RelatedCrowdStrike still detecting Chinese hacks, despite landmark U.S.-China deal

Using a process known as “social engineering,” the hacker told Wired that he did not work alone, but rather enlisted the help of two others who first looked up Brennan’s phone number, allowing them to discover he was a Verizon customer. Then, the teen said, they called Verizon to begin the hacking process. “We told them we work for Verizon and we have a customer on scheduled callback,” he reportedly said in his Wired interview. He then told the telecommunications company that he couldn’t access the customer database himself because his “tools were down.”

After inventing an employee code for Verizon, he was able to obtain a frightening amount of Brennan’s personal information, including his account number, his four-digit PIN, his backup mobile number, his AOL email address, and the last four digits of his credit card. All this information proved crucial in the hacker’s next step.

After getting that info, we called AOL and said we were locked out of our AOL account,” he continued. “They asked security questions like the last 4 on [the bank] card and we got that from Verizon so we told them that and they reset the password.”

On October 12, the hackers were allegedly able to access Brennan’s email for the first time, whereupon they gained access to a number of sensitive documents, including, as Wired reports, “a spreadsheet containing names and Social Security numbers — some of them for US intelligence officials — and a letter from the Senate asking the CIA to halt its use of harsh interrogation techniques — that is, its controversial use of torture tactics.”

For four days, the hackers and Brennan wrestled over the AOL account, with the CIA director resetting his password only to find his account re-hacked. “He took back access and we re-jacked it. That happened 3 times,” the teen told Wired.

Ultimately, the hackers allege that they managed to speak to the director on the phone. Using VoIP, they said, “‘‘Hey,…. its CWA.’ He was like ‘What do you want?’ We said ‘2 trillion dollars hahhaa, just joking.’” To this, Brennan allegedly replied, “How much do you really want?”

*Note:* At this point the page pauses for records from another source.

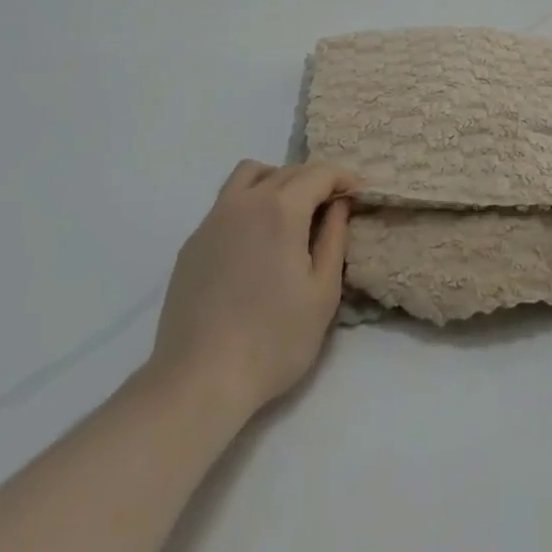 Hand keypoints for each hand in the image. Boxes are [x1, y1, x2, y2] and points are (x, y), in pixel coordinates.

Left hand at [148, 160, 360, 420]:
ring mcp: (214, 219)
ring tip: (291, 213)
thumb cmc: (273, 340)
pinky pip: (227, 203)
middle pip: (287, 171)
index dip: (343, 178)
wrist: (199, 380)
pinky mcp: (193, 242)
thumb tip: (339, 206)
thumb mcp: (323, 293)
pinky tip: (256, 242)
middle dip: (315, 181)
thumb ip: (334, 239)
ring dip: (278, 180)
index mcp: (281, 209)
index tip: (359, 194)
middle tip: (332, 208)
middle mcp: (245, 201)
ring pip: (250, 175)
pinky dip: (250, 203)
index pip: (319, 173) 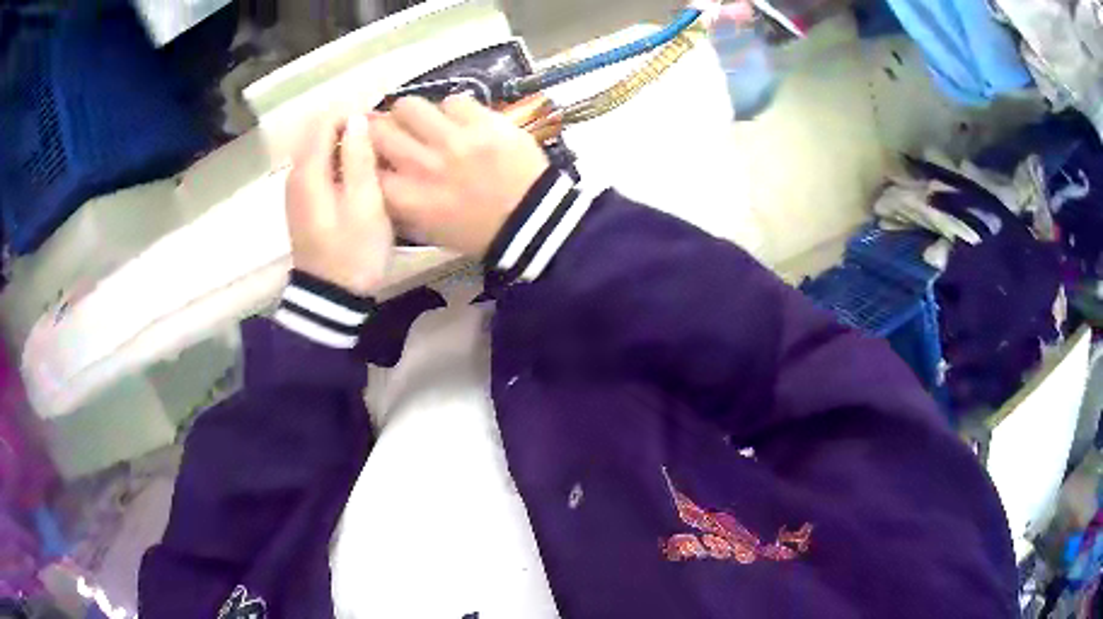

“We just want Palestine to be free and for you to stop killing innocent people,” the hacker responded.

The CIA have yet to speak to the issue, only releasing a statement that reads, “We are aware of the reports that have surfaced on social media and have referred the matter to the appropriate authorities.” The Department of Homeland Security reiterated the same sentiment, noting, “We don’t discuss the Secretary’s security information. We have forwarded this matter to the appropriate authorities.”